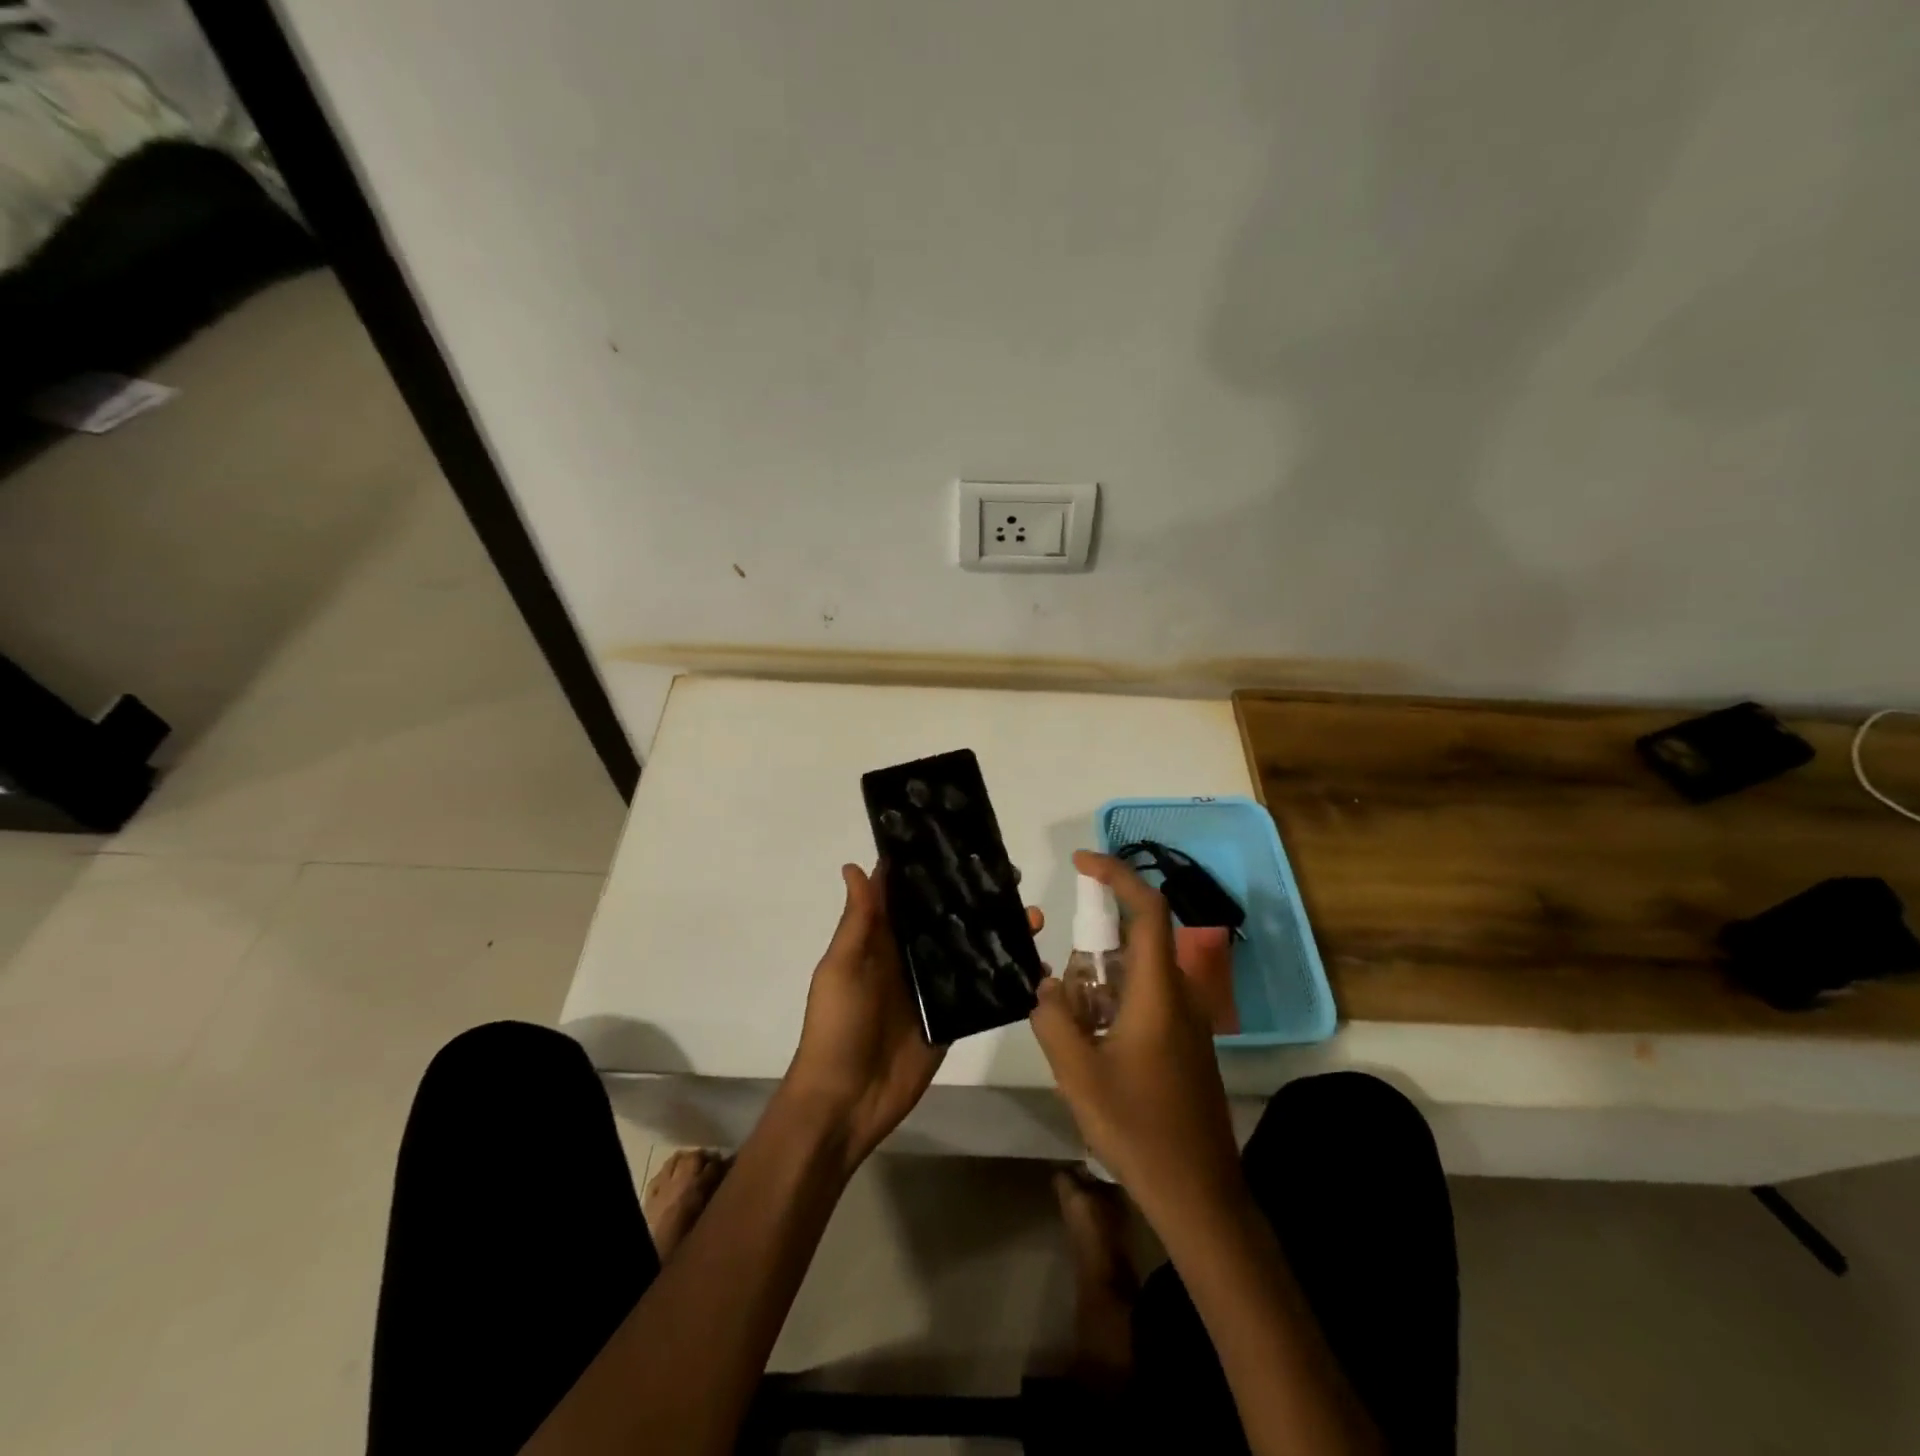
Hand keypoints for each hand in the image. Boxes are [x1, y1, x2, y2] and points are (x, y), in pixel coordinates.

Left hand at [783, 863, 1042, 1171]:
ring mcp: (933, 987)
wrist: (845, 1102)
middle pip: (945, 917)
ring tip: (1032, 916)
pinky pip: (982, 991)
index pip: (906, 894)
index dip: (926, 867)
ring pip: (969, 948)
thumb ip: (858, 921)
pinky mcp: (952, 1018)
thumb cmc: (837, 1027)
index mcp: (880, 939)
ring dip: (998, 931)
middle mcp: (910, 956)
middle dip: (974, 896)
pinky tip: (1036, 964)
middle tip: (1012, 877)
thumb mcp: (841, 968)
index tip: (959, 838)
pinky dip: (1006, 977)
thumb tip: (855, 865)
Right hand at [1030, 851, 1247, 1238]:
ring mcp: (1188, 1020)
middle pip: (1136, 941)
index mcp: (1159, 991)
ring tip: (1075, 1033)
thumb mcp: (1078, 1074)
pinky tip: (1095, 1049)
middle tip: (1064, 992)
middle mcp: (1180, 995)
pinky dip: (1114, 1005)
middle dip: (1094, 948)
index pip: (1147, 909)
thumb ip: (1053, 1019)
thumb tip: (1044, 986)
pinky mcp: (1186, 1043)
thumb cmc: (1139, 1129)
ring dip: (1101, 984)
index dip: (1117, 875)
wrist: (1200, 1194)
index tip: (1081, 862)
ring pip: (1138, 974)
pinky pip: (1146, 1000)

-.-.-

▸ WORK ORDER: Retype the data shown above exactly, excluding any picture it contains.

▸ REPLY:
Hand keypoints for each hand in the image. Boxes are [x1, y1, x2, y2] and points are (x, y), in pixel coordinates.

Left hand at [783, 863, 1042, 1171]:
ring mcp: (933, 987)
wrist: (845, 1102)
middle pip: (945, 917)
ring tip: (1032, 916)
pinky pip: (982, 991)
index pip: (906, 894)
index dip: (926, 867)
ring pip: (969, 948)
thumb ip: (858, 921)
pinky mcp: (952, 1018)
thumb cmc: (837, 1027)
index mcp: (880, 939)
ring dip: (998, 931)
middle mcp: (910, 956)
middle dip: (974, 896)
pinky tip: (1036, 964)
middle tip: (1012, 877)
thumb mcp: (841, 968)
index tip: (959, 838)
pinky dip: (1006, 977)
thumb tip: (855, 865)
Right hand at [1030, 851, 1247, 1238]:
ring mcp: (1188, 1020)
middle pip: (1136, 941)
index mcp: (1159, 991)
ring tip: (1075, 1033)
thumb mcp: (1078, 1074)
pinky tip: (1095, 1049)
middle tip: (1064, 992)
middle mcp: (1180, 995)
pinky dip: (1114, 1005)
middle dip: (1094, 948)
index pip: (1147, 909)
thumb ip: (1053, 1019)
thumb tip: (1044, 986)
pinky mcp: (1186, 1043)
thumb cmc: (1139, 1129)
ring dip: (1101, 984)
index dip: (1117, 875)
wrist: (1200, 1194)
index tip: (1081, 862)
ring pip: (1138, 974)
pinky pip: (1146, 1000)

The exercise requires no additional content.